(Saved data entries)

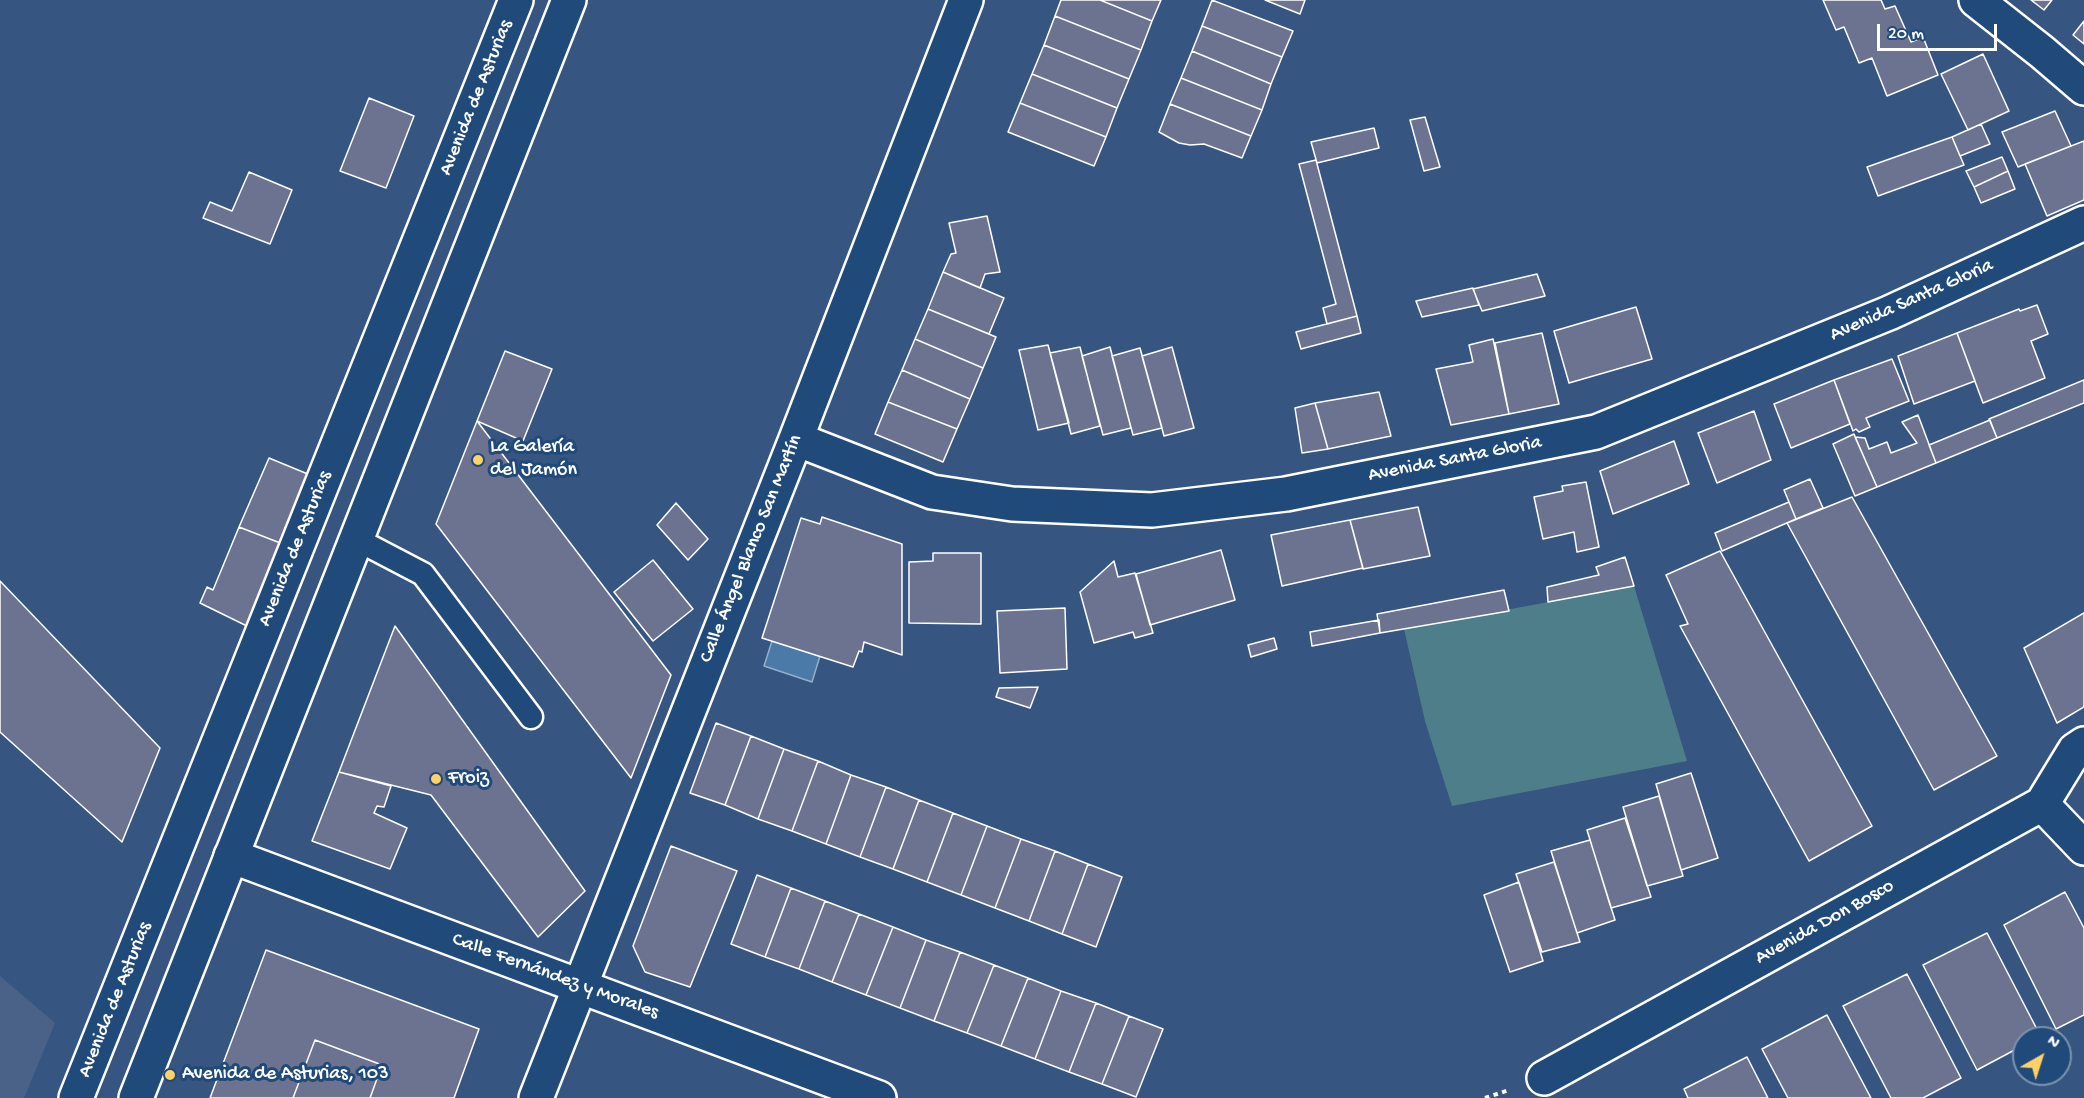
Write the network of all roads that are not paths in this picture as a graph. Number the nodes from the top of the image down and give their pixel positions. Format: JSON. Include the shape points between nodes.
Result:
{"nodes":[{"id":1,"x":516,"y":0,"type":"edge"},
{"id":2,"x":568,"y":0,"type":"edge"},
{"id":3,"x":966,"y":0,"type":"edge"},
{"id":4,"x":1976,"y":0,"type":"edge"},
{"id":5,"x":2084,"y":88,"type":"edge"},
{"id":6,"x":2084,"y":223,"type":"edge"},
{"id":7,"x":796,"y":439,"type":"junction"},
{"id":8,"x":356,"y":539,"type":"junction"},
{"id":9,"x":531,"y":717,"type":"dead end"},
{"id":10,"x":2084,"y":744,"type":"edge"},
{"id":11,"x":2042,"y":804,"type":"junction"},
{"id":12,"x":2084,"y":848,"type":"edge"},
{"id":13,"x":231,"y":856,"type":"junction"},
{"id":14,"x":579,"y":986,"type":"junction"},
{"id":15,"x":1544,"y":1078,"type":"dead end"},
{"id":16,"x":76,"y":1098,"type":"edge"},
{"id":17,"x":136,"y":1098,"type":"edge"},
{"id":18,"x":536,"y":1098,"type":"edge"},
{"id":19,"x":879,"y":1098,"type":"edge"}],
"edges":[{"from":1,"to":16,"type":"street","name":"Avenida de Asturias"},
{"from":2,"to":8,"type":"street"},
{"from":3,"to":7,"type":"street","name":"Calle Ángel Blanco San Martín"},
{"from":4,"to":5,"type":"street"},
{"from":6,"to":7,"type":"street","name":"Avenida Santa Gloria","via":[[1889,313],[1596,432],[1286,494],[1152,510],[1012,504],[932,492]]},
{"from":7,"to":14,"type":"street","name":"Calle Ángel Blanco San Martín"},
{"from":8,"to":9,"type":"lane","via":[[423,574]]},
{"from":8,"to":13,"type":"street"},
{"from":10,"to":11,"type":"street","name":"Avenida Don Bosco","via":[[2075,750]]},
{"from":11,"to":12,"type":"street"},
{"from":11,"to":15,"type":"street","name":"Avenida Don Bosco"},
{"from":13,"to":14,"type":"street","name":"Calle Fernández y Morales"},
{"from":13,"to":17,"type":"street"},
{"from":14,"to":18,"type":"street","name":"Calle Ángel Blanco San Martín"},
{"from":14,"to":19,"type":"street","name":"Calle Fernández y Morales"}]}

* * *

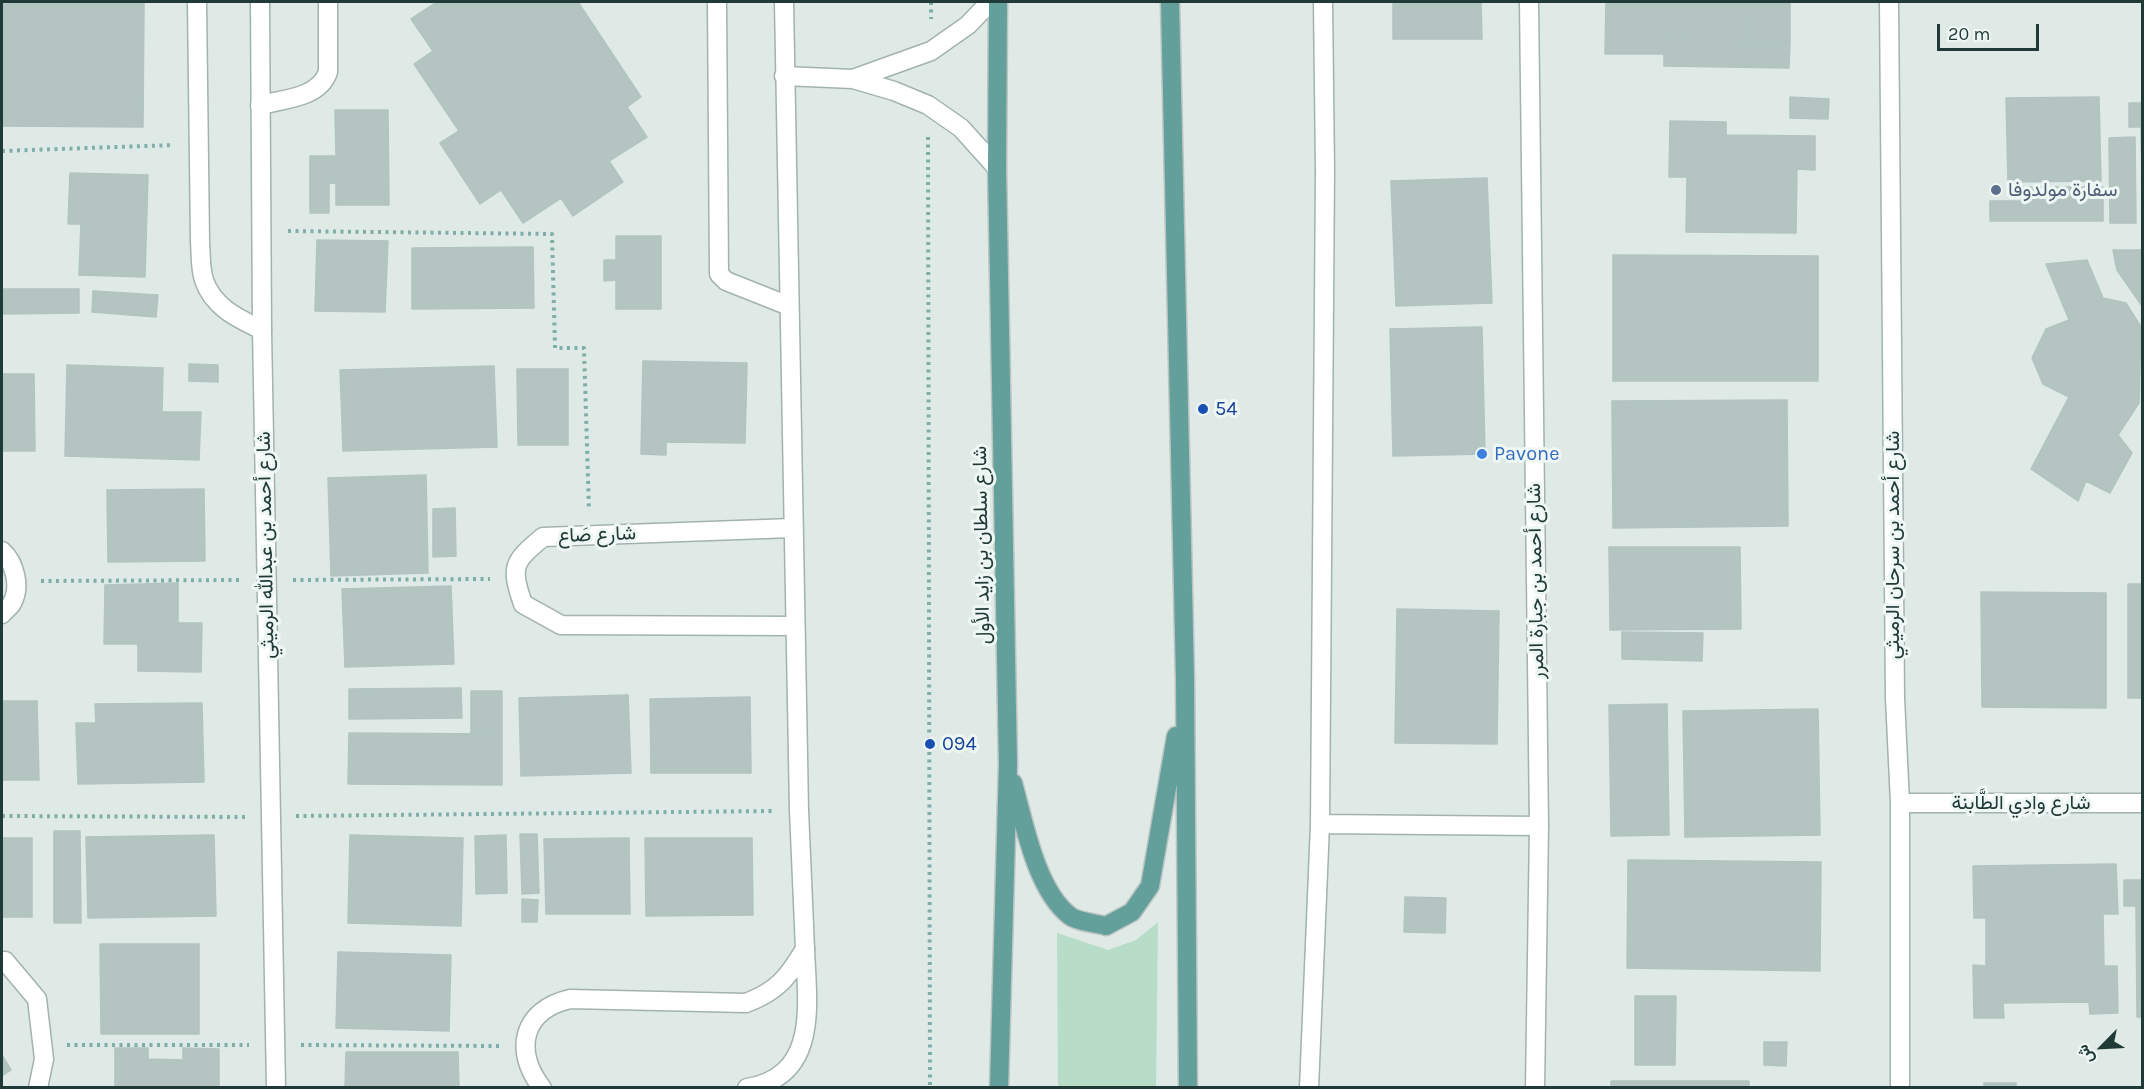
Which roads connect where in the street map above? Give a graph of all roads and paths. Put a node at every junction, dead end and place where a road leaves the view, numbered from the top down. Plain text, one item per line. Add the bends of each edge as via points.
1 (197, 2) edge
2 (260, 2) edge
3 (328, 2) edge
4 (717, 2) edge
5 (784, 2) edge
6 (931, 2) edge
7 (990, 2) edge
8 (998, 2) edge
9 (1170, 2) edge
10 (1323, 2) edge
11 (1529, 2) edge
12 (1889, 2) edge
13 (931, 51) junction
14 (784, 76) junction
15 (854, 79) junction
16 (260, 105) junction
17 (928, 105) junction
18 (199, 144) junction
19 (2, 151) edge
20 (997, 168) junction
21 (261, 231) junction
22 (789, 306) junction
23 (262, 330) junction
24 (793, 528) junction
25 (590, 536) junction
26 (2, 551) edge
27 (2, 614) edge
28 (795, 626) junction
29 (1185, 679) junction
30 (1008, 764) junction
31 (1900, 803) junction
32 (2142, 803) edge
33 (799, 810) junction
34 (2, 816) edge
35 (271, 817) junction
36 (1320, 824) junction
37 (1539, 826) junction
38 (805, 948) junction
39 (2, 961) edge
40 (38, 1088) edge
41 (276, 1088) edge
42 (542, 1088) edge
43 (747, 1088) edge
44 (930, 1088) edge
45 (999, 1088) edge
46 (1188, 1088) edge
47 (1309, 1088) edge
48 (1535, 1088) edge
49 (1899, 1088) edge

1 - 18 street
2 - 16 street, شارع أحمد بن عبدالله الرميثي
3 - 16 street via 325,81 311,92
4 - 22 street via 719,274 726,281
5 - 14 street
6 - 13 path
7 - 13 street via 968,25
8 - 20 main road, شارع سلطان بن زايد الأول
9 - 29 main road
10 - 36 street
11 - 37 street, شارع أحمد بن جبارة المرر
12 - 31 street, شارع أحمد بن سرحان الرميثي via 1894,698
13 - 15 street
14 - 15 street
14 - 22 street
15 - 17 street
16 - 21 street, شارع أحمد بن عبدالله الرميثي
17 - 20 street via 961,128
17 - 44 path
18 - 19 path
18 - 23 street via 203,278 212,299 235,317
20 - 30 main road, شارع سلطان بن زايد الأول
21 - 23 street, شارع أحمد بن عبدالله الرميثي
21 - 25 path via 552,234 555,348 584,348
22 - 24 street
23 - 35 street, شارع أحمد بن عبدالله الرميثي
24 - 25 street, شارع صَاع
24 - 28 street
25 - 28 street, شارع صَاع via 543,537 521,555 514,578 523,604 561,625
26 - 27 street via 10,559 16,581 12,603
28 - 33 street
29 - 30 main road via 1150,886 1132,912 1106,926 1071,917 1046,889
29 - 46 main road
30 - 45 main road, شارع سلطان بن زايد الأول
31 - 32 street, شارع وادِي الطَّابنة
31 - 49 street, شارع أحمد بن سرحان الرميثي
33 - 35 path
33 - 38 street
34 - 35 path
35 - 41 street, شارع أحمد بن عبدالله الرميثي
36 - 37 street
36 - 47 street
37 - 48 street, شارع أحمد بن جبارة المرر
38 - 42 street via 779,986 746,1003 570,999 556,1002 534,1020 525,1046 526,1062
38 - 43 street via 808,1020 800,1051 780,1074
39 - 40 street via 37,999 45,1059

## BRIEF
Which of the lines above hold the string "main"? Copy each one.

## RESPONSE BOX
8 - 20 main road, شارع سلطان بن زايد الأول
9 - 29 main road
20 - 30 main road, شارع سلطان بن زايد الأول
29 - 30 main road via 1150,886 1132,912 1106,926 1071,917 1046,889
29 - 46 main road
30 - 45 main road, شارع سلطان بن زايد الأول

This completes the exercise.